→ **PROBLEM DESCRIPTION**: From the first line to the last, print the data exactly as it appears.

→ **DATA TO EXAMINE**:

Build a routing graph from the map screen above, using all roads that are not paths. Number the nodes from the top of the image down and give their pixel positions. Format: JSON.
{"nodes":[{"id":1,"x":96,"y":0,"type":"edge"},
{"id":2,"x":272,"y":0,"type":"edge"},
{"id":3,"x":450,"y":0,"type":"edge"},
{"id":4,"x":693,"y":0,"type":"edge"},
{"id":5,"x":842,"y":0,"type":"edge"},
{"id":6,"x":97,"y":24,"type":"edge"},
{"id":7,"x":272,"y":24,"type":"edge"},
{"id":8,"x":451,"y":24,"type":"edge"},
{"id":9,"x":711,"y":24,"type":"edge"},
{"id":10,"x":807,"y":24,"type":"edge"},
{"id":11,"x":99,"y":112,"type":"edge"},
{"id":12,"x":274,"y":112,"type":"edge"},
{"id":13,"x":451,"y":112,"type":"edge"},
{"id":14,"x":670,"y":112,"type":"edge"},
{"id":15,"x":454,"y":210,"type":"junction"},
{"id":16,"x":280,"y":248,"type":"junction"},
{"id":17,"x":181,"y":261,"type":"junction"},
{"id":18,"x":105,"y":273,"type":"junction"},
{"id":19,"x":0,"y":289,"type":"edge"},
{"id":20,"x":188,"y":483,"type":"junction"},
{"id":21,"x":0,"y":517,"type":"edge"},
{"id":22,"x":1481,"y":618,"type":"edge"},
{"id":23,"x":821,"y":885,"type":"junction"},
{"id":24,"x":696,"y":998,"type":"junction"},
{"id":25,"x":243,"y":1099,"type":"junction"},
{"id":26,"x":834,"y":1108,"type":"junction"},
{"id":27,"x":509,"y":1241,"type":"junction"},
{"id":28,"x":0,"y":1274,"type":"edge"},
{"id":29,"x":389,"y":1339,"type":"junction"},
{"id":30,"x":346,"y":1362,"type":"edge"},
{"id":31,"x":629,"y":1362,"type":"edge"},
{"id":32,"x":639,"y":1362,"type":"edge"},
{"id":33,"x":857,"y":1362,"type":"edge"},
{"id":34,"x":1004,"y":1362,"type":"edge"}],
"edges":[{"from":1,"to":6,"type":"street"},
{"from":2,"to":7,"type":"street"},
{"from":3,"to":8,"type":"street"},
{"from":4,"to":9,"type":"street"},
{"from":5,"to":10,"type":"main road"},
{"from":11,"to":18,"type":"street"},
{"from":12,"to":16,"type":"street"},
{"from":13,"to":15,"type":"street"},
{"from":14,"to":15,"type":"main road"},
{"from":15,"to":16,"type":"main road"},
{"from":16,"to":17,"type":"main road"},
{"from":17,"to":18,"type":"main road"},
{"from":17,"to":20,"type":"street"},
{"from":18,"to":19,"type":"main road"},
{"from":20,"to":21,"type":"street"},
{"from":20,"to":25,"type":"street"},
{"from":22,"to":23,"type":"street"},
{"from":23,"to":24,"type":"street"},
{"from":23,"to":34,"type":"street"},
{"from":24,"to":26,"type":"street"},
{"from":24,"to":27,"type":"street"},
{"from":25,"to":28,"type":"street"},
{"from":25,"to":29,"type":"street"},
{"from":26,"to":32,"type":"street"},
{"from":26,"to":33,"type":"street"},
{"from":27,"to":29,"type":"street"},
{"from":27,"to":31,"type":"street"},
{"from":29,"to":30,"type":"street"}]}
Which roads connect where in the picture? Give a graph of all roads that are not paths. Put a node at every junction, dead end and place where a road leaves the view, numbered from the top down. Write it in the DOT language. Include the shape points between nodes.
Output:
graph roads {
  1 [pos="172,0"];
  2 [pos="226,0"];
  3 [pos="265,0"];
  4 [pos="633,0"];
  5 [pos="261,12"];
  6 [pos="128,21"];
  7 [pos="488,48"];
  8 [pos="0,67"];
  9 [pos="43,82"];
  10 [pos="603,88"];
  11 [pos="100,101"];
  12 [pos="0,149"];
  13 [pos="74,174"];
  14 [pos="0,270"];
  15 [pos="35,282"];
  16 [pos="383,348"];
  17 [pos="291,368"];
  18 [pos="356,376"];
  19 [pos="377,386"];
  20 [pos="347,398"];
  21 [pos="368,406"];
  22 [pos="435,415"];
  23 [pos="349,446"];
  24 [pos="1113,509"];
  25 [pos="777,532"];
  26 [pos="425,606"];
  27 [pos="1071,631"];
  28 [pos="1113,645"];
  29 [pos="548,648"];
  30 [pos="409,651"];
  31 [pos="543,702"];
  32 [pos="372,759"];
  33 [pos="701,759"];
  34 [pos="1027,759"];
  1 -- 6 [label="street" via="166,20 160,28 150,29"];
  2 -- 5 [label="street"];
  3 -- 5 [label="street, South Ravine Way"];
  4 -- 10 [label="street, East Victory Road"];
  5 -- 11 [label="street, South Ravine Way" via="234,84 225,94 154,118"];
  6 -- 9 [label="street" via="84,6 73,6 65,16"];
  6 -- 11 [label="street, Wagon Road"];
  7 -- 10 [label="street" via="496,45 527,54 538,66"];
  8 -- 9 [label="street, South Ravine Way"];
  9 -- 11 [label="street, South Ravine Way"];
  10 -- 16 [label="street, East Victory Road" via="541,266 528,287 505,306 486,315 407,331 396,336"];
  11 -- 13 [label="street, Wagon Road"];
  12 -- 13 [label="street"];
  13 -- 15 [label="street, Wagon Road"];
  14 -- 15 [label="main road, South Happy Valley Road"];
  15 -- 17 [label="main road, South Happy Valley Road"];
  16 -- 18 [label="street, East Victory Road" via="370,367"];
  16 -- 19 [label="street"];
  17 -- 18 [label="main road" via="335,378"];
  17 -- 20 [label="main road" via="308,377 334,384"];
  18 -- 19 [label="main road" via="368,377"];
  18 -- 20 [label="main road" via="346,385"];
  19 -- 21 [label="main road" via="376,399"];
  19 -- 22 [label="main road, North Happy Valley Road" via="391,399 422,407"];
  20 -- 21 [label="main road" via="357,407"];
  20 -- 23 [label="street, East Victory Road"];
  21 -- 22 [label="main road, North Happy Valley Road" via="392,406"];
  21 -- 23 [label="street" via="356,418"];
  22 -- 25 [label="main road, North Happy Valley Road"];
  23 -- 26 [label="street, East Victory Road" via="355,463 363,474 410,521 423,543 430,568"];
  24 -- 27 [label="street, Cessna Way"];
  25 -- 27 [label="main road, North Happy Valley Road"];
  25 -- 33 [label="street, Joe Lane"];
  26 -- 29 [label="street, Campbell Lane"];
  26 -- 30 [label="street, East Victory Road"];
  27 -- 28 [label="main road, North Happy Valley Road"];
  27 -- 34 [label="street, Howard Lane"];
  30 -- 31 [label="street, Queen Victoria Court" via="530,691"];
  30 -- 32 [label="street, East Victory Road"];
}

→ **TASK RESULT**:
Build a routing graph from the map screen above, using all roads that are not paths. Number the nodes from the top of the image down and give their pixel positions. Format: JSON.
{"nodes":[{"id":1,"x":96,"y":0,"type":"edge"},
{"id":2,"x":272,"y":0,"type":"edge"},
{"id":3,"x":450,"y":0,"type":"edge"},
{"id":4,"x":693,"y":0,"type":"edge"},
{"id":5,"x":842,"y":0,"type":"edge"},
{"id":6,"x":97,"y":24,"type":"edge"},
{"id":7,"x":272,"y":24,"type":"edge"},
{"id":8,"x":451,"y":24,"type":"edge"},
{"id":9,"x":711,"y":24,"type":"edge"},
{"id":10,"x":807,"y":24,"type":"edge"},
{"id":11,"x":99,"y":112,"type":"edge"},
{"id":12,"x":274,"y":112,"type":"edge"},
{"id":13,"x":451,"y":112,"type":"edge"},
{"id":14,"x":670,"y":112,"type":"edge"},
{"id":15,"x":454,"y":210,"type":"junction"},
{"id":16,"x":280,"y":248,"type":"junction"},
{"id":17,"x":181,"y":261,"type":"junction"},
{"id":18,"x":105,"y":273,"type":"junction"},
{"id":19,"x":0,"y":289,"type":"edge"},
{"id":20,"x":188,"y":483,"type":"junction"},
{"id":21,"x":0,"y":517,"type":"edge"},
{"id":22,"x":1481,"y":618,"type":"edge"},
{"id":23,"x":821,"y":885,"type":"junction"},
{"id":24,"x":696,"y":998,"type":"junction"},
{"id":25,"x":243,"y":1099,"type":"junction"},
{"id":26,"x":834,"y":1108,"type":"junction"},
{"id":27,"x":509,"y":1241,"type":"junction"},
{"id":28,"x":0,"y":1274,"type":"edge"},
{"id":29,"x":389,"y":1339,"type":"junction"},
{"id":30,"x":346,"y":1362,"type":"edge"},
{"id":31,"x":629,"y":1362,"type":"edge"},
{"id":32,"x":639,"y":1362,"type":"edge"},
{"id":33,"x":857,"y":1362,"type":"edge"},
{"id":34,"x":1004,"y":1362,"type":"edge"}],
"edges":[{"from":1,"to":6,"type":"street"},
{"from":2,"to":7,"type":"street"},
{"from":3,"to":8,"type":"street"},
{"from":4,"to":9,"type":"street"},
{"from":5,"to":10,"type":"main road"},
{"from":11,"to":18,"type":"street"},
{"from":12,"to":16,"type":"street"},
{"from":13,"to":15,"type":"street"},
{"from":14,"to":15,"type":"main road"},
{"from":15,"to":16,"type":"main road"},
{"from":16,"to":17,"type":"main road"},
{"from":17,"to":18,"type":"main road"},
{"from":17,"to":20,"type":"street"},
{"from":18,"to":19,"type":"main road"},
{"from":20,"to":21,"type":"street"},
{"from":20,"to":25,"type":"street"},
{"from":22,"to":23,"type":"street"},
{"from":23,"to":24,"type":"street"},
{"from":23,"to":34,"type":"street"},
{"from":24,"to":26,"type":"street"},
{"from":24,"to":27,"type":"street"},
{"from":25,"to":28,"type":"street"},
{"from":25,"to":29,"type":"street"},
{"from":26,"to":32,"type":"street"},
{"from":26,"to":33,"type":"street"},
{"from":27,"to":29,"type":"street"},
{"from":27,"to":31,"type":"street"},
{"from":29,"to":30,"type":"street"}]}
Which roads connect where in the picture? Give a graph of all roads that are not paths. Put a node at every junction, dead end and place where a road leaves the view, numbered from the top down. Write it in the DOT language. Include the shape points between nodes.
Output:
graph roads {
  1 [pos="172,0"];
  2 [pos="226,0"];
  3 [pos="265,0"];
  4 [pos="633,0"];
  5 [pos="261,12"];
  6 [pos="128,21"];
  7 [pos="488,48"];
  8 [pos="0,67"];
  9 [pos="43,82"];
  10 [pos="603,88"];
  11 [pos="100,101"];
  12 [pos="0,149"];
  13 [pos="74,174"];
  14 [pos="0,270"];
  15 [pos="35,282"];
  16 [pos="383,348"];
  17 [pos="291,368"];
  18 [pos="356,376"];
  19 [pos="377,386"];
  20 [pos="347,398"];
  21 [pos="368,406"];
  22 [pos="435,415"];
  23 [pos="349,446"];
  24 [pos="1113,509"];
  25 [pos="777,532"];
  26 [pos="425,606"];
  27 [pos="1071,631"];
  28 [pos="1113,645"];
  29 [pos="548,648"];
  30 [pos="409,651"];
  31 [pos="543,702"];
  32 [pos="372,759"];
  33 [pos="701,759"];
  34 [pos="1027,759"];
  1 -- 6 [label="street" via="166,20 160,28 150,29"];
  2 -- 5 [label="street"];
  3 -- 5 [label="street, South Ravine Way"];
  4 -- 10 [label="street, East Victory Road"];
  5 -- 11 [label="street, South Ravine Way" via="234,84 225,94 154,118"];
  6 -- 9 [label="street" via="84,6 73,6 65,16"];
  6 -- 11 [label="street, Wagon Road"];
  7 -- 10 [label="street" via="496,45 527,54 538,66"];
  8 -- 9 [label="street, South Ravine Way"];
  9 -- 11 [label="street, South Ravine Way"];
  10 -- 16 [label="street, East Victory Road" via="541,266 528,287 505,306 486,315 407,331 396,336"];
  11 -- 13 [label="street, Wagon Road"];
  12 -- 13 [label="street"];
  13 -- 15 [label="street, Wagon Road"];
  14 -- 15 [label="main road, South Happy Valley Road"];
  15 -- 17 [label="main road, South Happy Valley Road"];
  16 -- 18 [label="street, East Victory Road" via="370,367"];
  16 -- 19 [label="street"];
  17 -- 18 [label="main road" via="335,378"];
  17 -- 20 [label="main road" via="308,377 334,384"];
  18 -- 19 [label="main road" via="368,377"];
  18 -- 20 [label="main road" via="346,385"];
  19 -- 21 [label="main road" via="376,399"];
  19 -- 22 [label="main road, North Happy Valley Road" via="391,399 422,407"];
  20 -- 21 [label="main road" via="357,407"];
  20 -- 23 [label="street, East Victory Road"];
  21 -- 22 [label="main road, North Happy Valley Road" via="392,406"];
  21 -- 23 [label="street" via="356,418"];
  22 -- 25 [label="main road, North Happy Valley Road"];
  23 -- 26 [label="street, East Victory Road" via="355,463 363,474 410,521 423,543 430,568"];
  24 -- 27 [label="street, Cessna Way"];
  25 -- 27 [label="main road, North Happy Valley Road"];
  25 -- 33 [label="street, Joe Lane"];
  26 -- 29 [label="street, Campbell Lane"];
  26 -- 30 [label="street, East Victory Road"];
  27 -- 28 [label="main road, North Happy Valley Road"];
  27 -- 34 [label="street, Howard Lane"];
  30 -- 31 [label="street, Queen Victoria Court" via="530,691"];
  30 -- 32 [label="street, East Victory Road"];
}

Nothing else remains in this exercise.